At the end of last year, we learned that 60 percent of all California fourth graders are not meeting the reading standards set by the state’s new “Smarter Balanced Test“. For California and all-too-many states facing similar proficiency gaps, that’s a surefire cause for concern. With so many kids being left behind we are creating a generation that will be unable to progress through school or have fruitful careers in an economy increasingly reliant on highly-educated workers, be that through college or the trades. That’s clearly a worrisome trajectory for students, families and the economy.
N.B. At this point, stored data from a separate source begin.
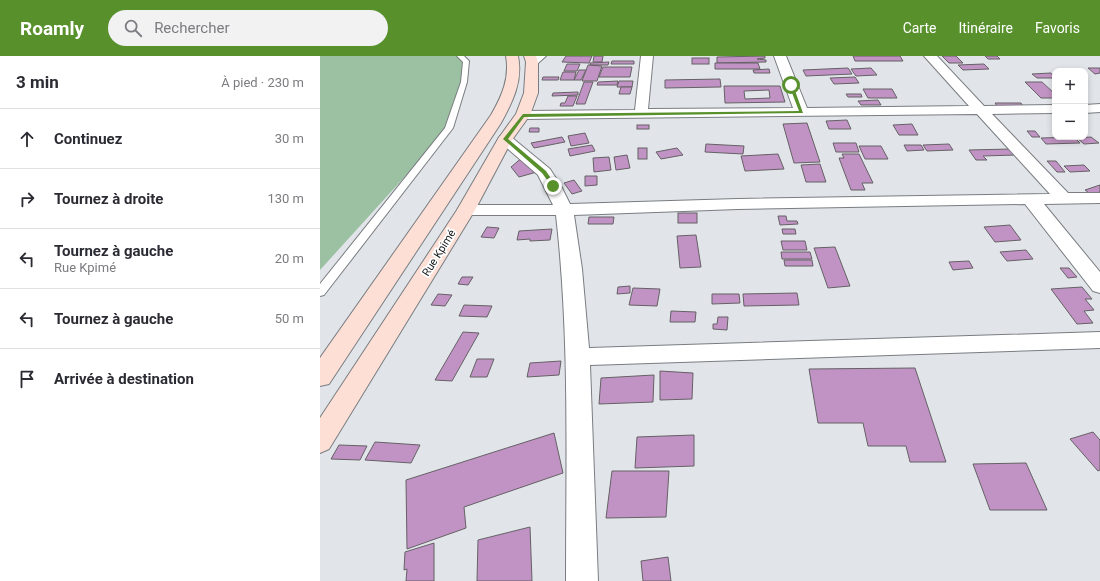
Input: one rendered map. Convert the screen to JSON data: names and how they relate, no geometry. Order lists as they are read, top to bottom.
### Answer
{
  "streets": {
    "main road": ["Rue Kpimé"]
  },
  "page": {
    "header": "Roamly",
    "search": "Rechercher",
    "nav": ["Carte", "Itinéraire", "Favoris"],
    "heading": ["3 min", "À pied · 230 m"],
    "map_buttons": ["+", "−"],
    "list": [
      ["Continuez", "30 m"],
      ["Tournez à droite", "130 m"],
      ["Tournez à gauche", "Rue Kpimé", "20 m"],
      ["Tournez à gauche", "50 m"],
      "Arrivée à destination"
    ]
  }
}
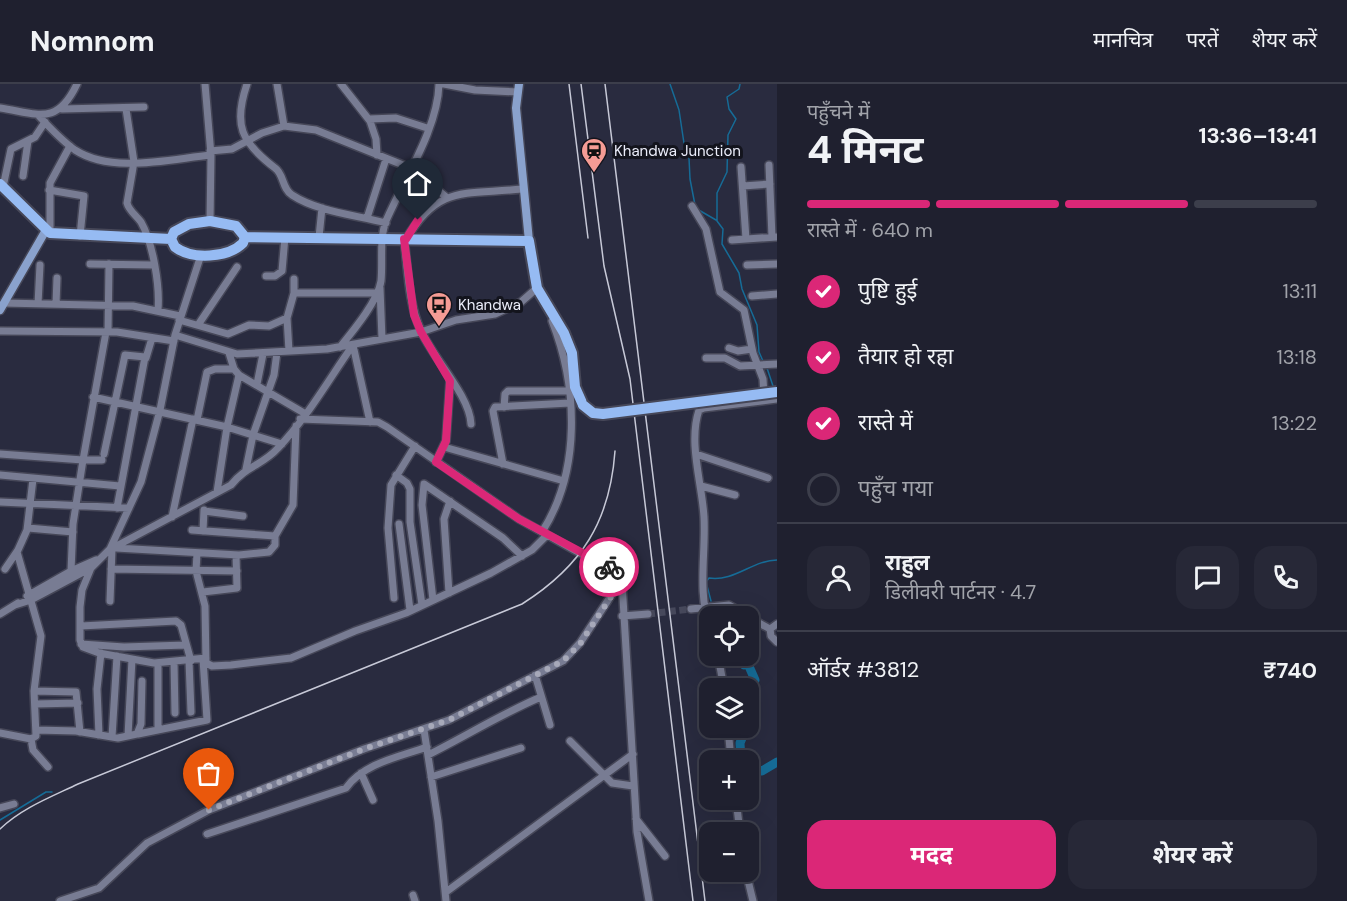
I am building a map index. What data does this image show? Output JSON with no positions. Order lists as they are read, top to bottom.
{
  "places": {
    "station": ["Khandwa Junction"],
    "bus stop": ["Khandwa"]
  },
  "page": {
    "header": "Nomnom",
    "nav": ["मानचित्र", "परतें", "शेयर करें"],
    "heading": ["4 मिनट", "पहुँचने में", "13:36–13:41"],
    "panel": [
      "राहुल",
      "डिलीवरी पार्टनर · 4.7",
      "ऑर्डर #3812",
      "₹740"
    ],
    "bar": "रास्ते में · 640 m",
    "list": [
      ["पुष्टि हुई", "13:11"],
      ["तैयार हो रहा", "13:18"],
      ["रास्ते में", "13:22"],
      "पहुँच गया"
    ],
    "map_buttons": ["+", "−"],
    "buttons": ["मदद", "शेयर करें"]
  }
}
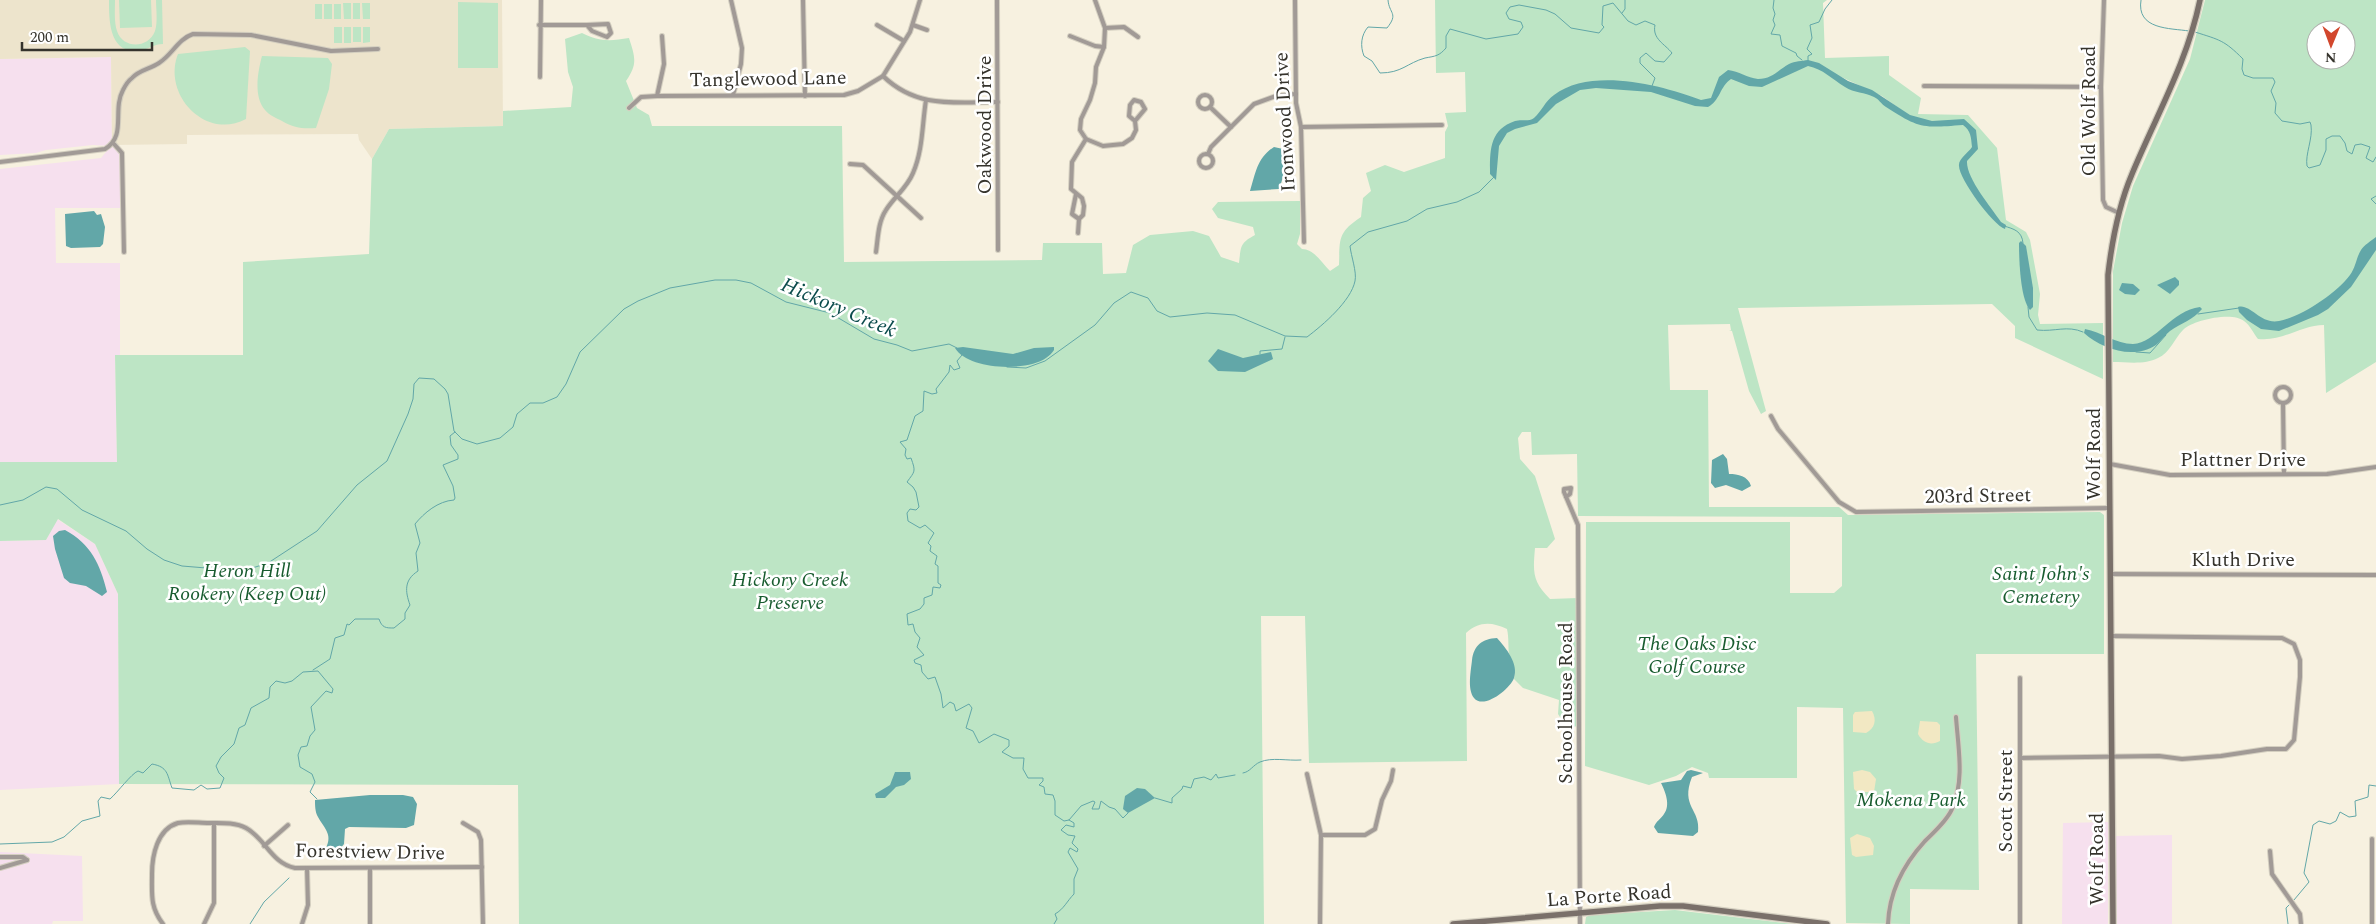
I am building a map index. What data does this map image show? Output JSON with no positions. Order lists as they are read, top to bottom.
{
  "streets": {
    "main road": ["Wolf Road", "La Porte Road"],
    "street": [
      "Tanglewood Lane",
      "Old Wolf Road",
      "Ironwood Drive",
      "Oakwood Drive",
      "Plattner Drive",
      "203rd Street",
      "Kluth Drive",
      "Schoolhouse Road",
      "Scott Street",
      "Forestview Drive"
    ]
  },
  "crossings": [
    ["Old Wolf Road", "Wolf Road"],
    ["Wolf Road", "Plattner Drive"],
    ["Wolf Road", "203rd Street"],
    ["Wolf Road", "Kluth Drive"],
    ["Schoolhouse Road", "La Porte Road"]
  ],
  "water": ["Hickory Creek"],
  "parks": [
    "Heron Hill Rookery (Keep Out)",
    "Saint John's Cemetery",
    "Hickory Creek Preserve",
    "The Oaks Disc Golf Course",
    "Mokena Park"
  ],
  "scale_bar": "200 m",
  "north": "bottom"
}
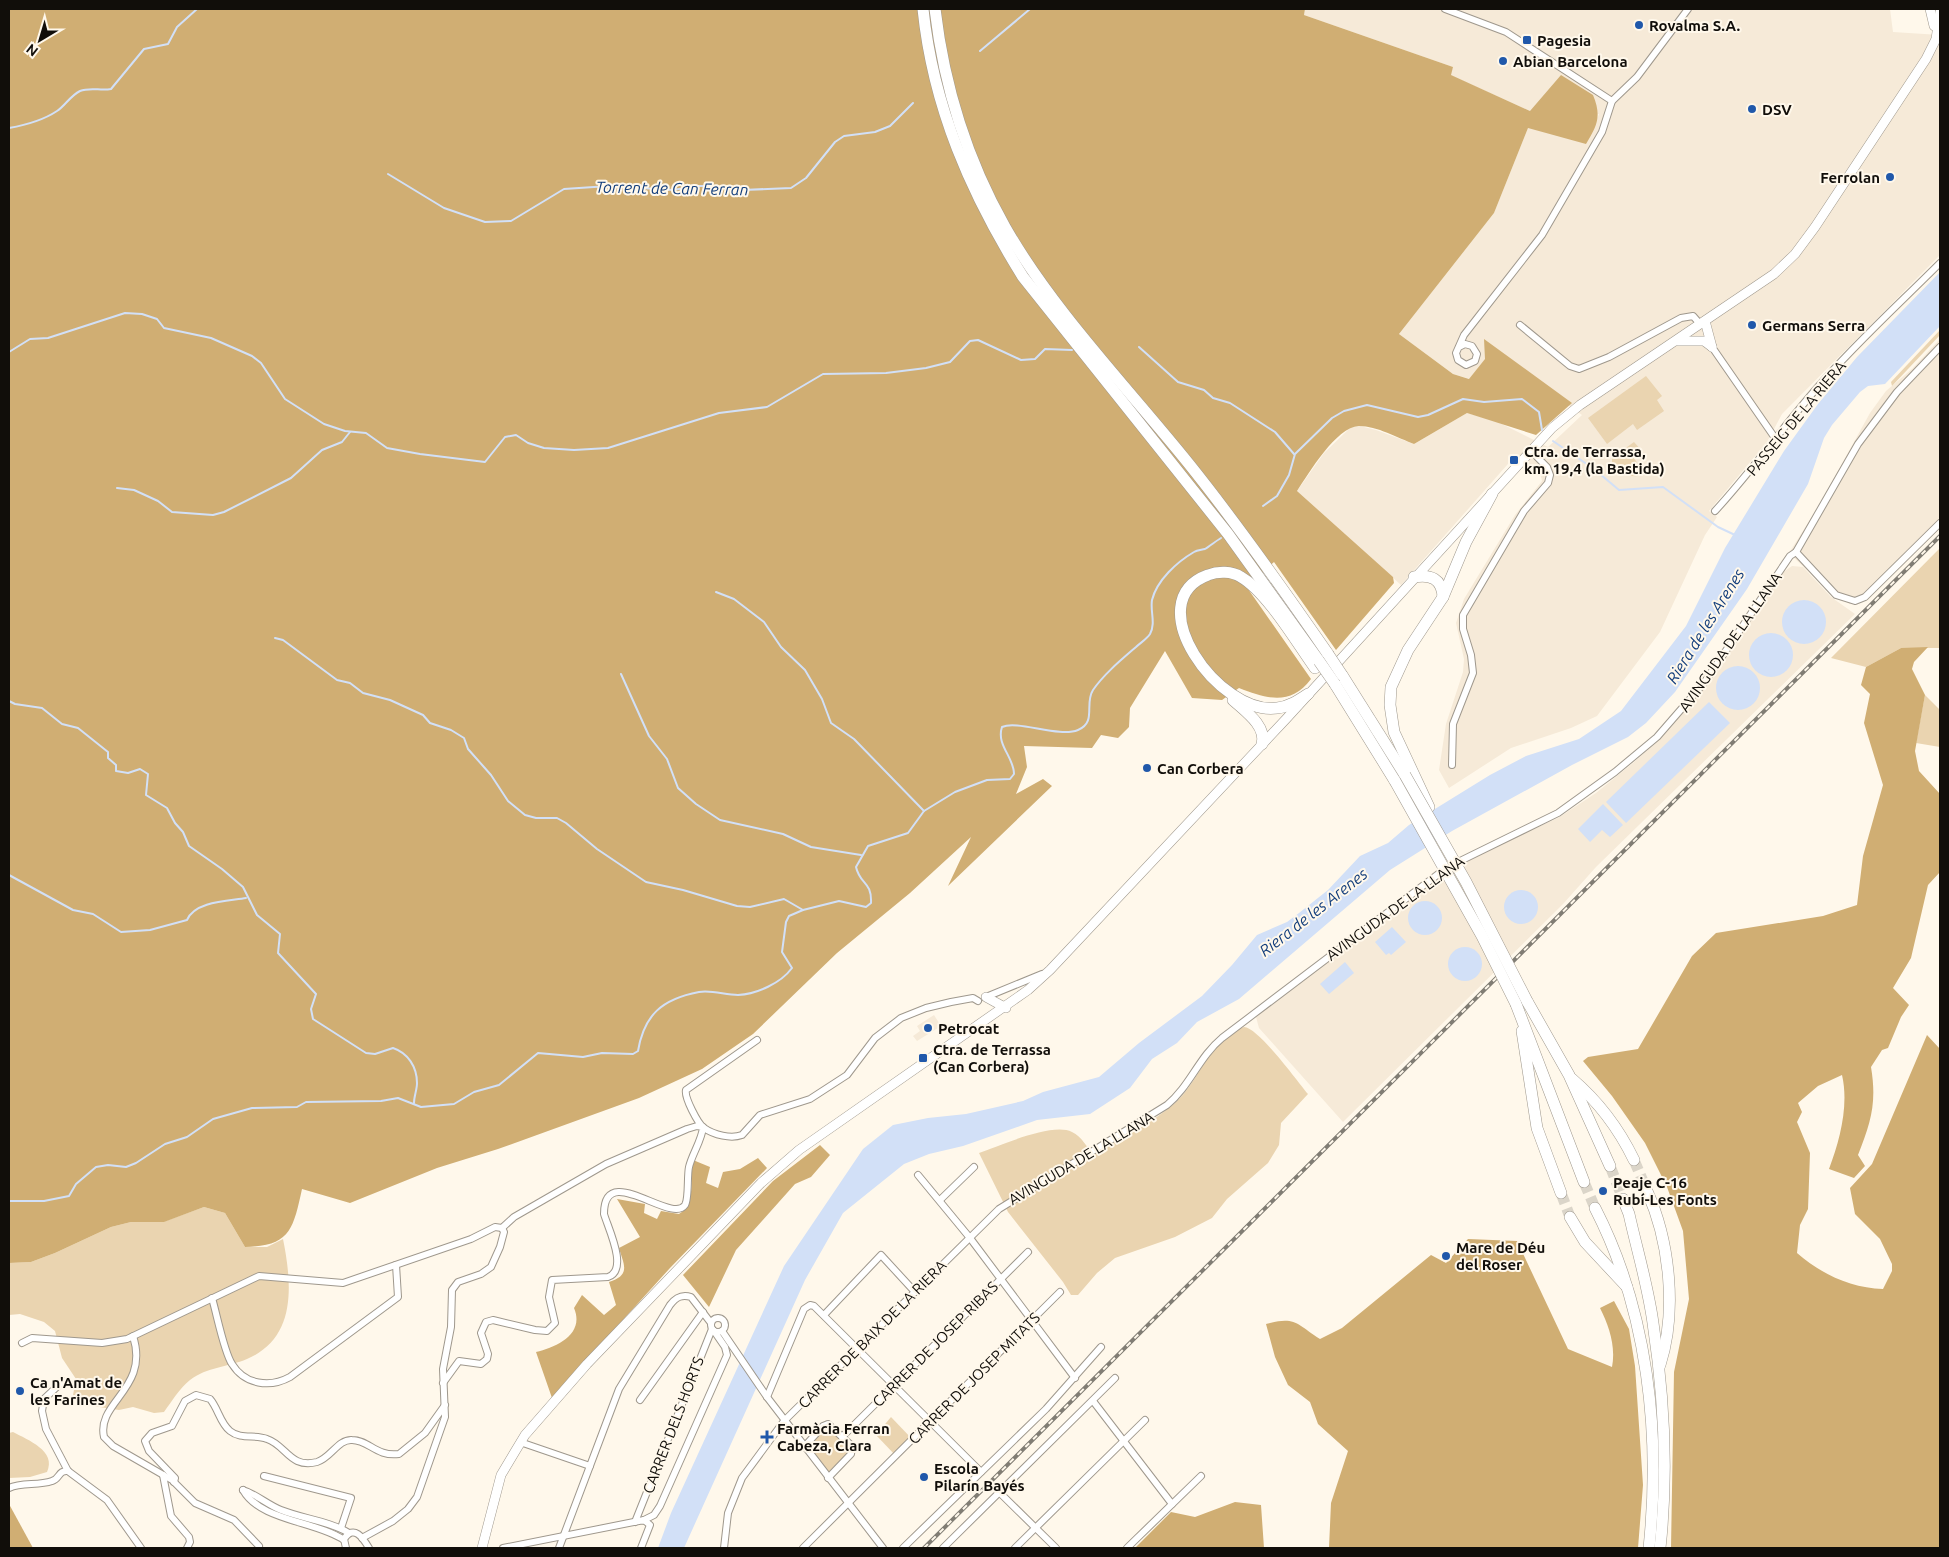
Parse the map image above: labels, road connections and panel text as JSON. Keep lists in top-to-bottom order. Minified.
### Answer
{"streets":{"street":["PASSEIG DE LA RIERA","AVINGUDA DE LA LLANA","CARRER DE BAIX DE LA RIERA","CARRER DE JOSEP RIBAS","CARRER DE JOSEP MITATS","CARRER DELS HORTS"]},"crossings":[["AVINGUDA DE LA LLANA","CARRER DE BAIX DE LA RIERA"]],"water":["Torrent de Can Ferran","Riera de les Arenes"],"places":{"other":["Rovalma S.A.","Abian Barcelona","DSV","Ferrolan","Germans Serra","Can Corbera","Petrocat","Peaje C-16 Rubí-Les Fonts","Mare de Déu del Roser","Ca n'Amat de les Farines","Escola Pilarín Bayés"],"transit":["Pagesia","Ctra. de Terrassa, km. 19,4 (la Bastida)","Ctra. de Terrassa (Can Corbera)"],"health":["Farmàcia Ferran Cabeza, Clara"]},"north":"bottom left"}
SB 1145 takes on the reading gap emerging in California’s schools by making strategic investments in students during the kindergarten through fourth-grade years in order to provide struggling students with the resources they need, when they need them the most. The critical components of the legislation include:

Individualized reading plans: Giving struggling readers exactly what they need
Family engagement: Involving parents and guardians in decisions that affect their children
Additional K-3 Funding: Seeking appropriate and sufficient funding to increase the amount schools receive for students in kindergarten through 3rd grade under the Local Control Funding Formula in order to fulfill the requirements of this legislation

The bill starts from the premise that reading is the most fundamental skill for learning—an essential building block of all education. Children who fail to master reading at an early age will be unable to master other subjects.

What’s more, each student is unique and requires an approach that is flexible and attentive to the unique needs of every learner. Hence, the legislation requires that all K-4 students identified as struggling readers receive an individualized, evidence-based intervention reading plan that is customized based on feedback from teachers, families, a reading specialist, and a school administrator. Students who are disabled or in the process of learning English will receive approaches molded to fit their particular needs.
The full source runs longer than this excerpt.